Blakeslee: Don’t diss Yale sciences

I did not choose Yale for its residential colleges, vibrant student body, or myriad extracurriculars. I chose Yale for its engineering program.

By 10th grade, I was decided on becoming an electrical engineer, on spending my time in lab, on getting a technical education. At a high school info session, I met an admissions officer who had just graduated as a mechanical engineering major from Yale. His stories piqued my interest and I applied.

My first introduction to the campus was in early April on an engineering tour. The guide spoke of research opportunities starting freshman year, support for independent projects, small class sizes, close relationships with faculty and an enthusiastic community of engineers — Yale has a personal commitment to its students. The general campus tour later that day was a mob scene, and I left the group before we even hit the statue of Woolsey — I already knew this was where I wanted to spend the next four years.

Almost two years later, Yale has delivered everything that it promised.
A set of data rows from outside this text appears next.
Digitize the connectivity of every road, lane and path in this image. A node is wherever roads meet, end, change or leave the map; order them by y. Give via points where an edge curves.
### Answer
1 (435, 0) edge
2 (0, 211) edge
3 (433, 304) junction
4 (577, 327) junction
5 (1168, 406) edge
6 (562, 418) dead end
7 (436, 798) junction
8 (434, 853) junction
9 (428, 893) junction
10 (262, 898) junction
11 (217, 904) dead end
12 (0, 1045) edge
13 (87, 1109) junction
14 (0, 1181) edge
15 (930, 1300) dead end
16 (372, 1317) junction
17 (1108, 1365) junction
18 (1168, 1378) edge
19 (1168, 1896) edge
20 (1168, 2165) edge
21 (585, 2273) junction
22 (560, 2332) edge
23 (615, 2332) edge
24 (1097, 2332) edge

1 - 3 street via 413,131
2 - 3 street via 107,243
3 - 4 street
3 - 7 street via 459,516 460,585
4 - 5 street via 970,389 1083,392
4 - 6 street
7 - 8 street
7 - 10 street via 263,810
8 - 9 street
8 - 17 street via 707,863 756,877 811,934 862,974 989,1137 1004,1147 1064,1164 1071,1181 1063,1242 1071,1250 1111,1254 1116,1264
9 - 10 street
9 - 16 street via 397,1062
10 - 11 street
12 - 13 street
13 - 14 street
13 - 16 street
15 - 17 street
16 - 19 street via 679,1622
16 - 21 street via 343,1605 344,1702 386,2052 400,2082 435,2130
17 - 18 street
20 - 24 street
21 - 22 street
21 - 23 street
Intro classes are tailored to every student’s needs. The various levels allow us to challenge ourselves to a reasonable degree. The guidance provided by Directors of Undergraduate Studies is extremely thoughtful — whenever I have spoken with a professor or DUS, they have always seriously cared about helping me choose classes to meet my needs.

The professors in these classes follow through with a similar level of commitment. Find me another school where you can approach the professor of a 100-person lecture on the day of a midterm (as I’m a bit embarrassed to admit I have done) and say, “I’m so sorry. I need a little clarification about this particular topic,” and have them offer you an appointment with them that afternoon to review the concept before the exam.

Perspectives on Science and Engineering has been described in a recent op-ed column as being “so legendarily boring that it could drive even the most ardent aspiring physicist into the arms of the English department.” The only place that I’ve seen it drive a physicist is to research at the Large Hadron Collider, the world’s highest-energy particle collider. For some, funding came through PSE grants, and for others, different Yale fellowships. Professors in the physics department recently provided seven of us with the opportunity to work for them at CERN in Switzerland this past summer, generously giving us their mentorship and support. Find me another school whose faculty will give a freshman the opportunity to work on-site at CERN, give her the responsibility of writing code to change how data is processed, trust her to contribute to two publications, and allow her to take shifts monitoring data quality. Find me a better way for a student to grow immeasurably as a developing scientist and engineer.

A low student-to-faculty ratio is another powerful aspect of Yale’s science and engineering programs. The third course in the electrical engineering intro sequence this past semester had eight students and an extremely committed professor and teaching fellow. I made appointments to meet with them often, seeking help on a problem set or asking them to watch me solve a few problems and correct me where I was going wrong. Show me that in a 200-person intro lecture — because at a technical university, that’s how large the course would have been.

Yale has incredible humanities and social science courses: I loved The Art of Reading a Poem with Harold Bloom and Modern Irish Drama with Murray Biggs. But great humanities and great science are not mutually exclusive. On the contrary, science and engineering are based on creative, analytical thinking, no different than the arts, political strategy or literary analysis.

I am excited to help the admissions office with the upcoming Yale Science and Engineering Weekend because I want other students interested in my field to see that, contrary to popular belief, Yale can be a perfect fit for them.

Yale is a school where the science and engineering departments are extremely committed to undergraduates. It encourages undergraduates to engage in research, helps them succeed, and expands their experience with a phenomenal complement of rich and varied other courses. Enough pessimism: it’s time to get the word out about this impressive commitment.

Brigid Blakeslee is a sophomore in Saybrook College.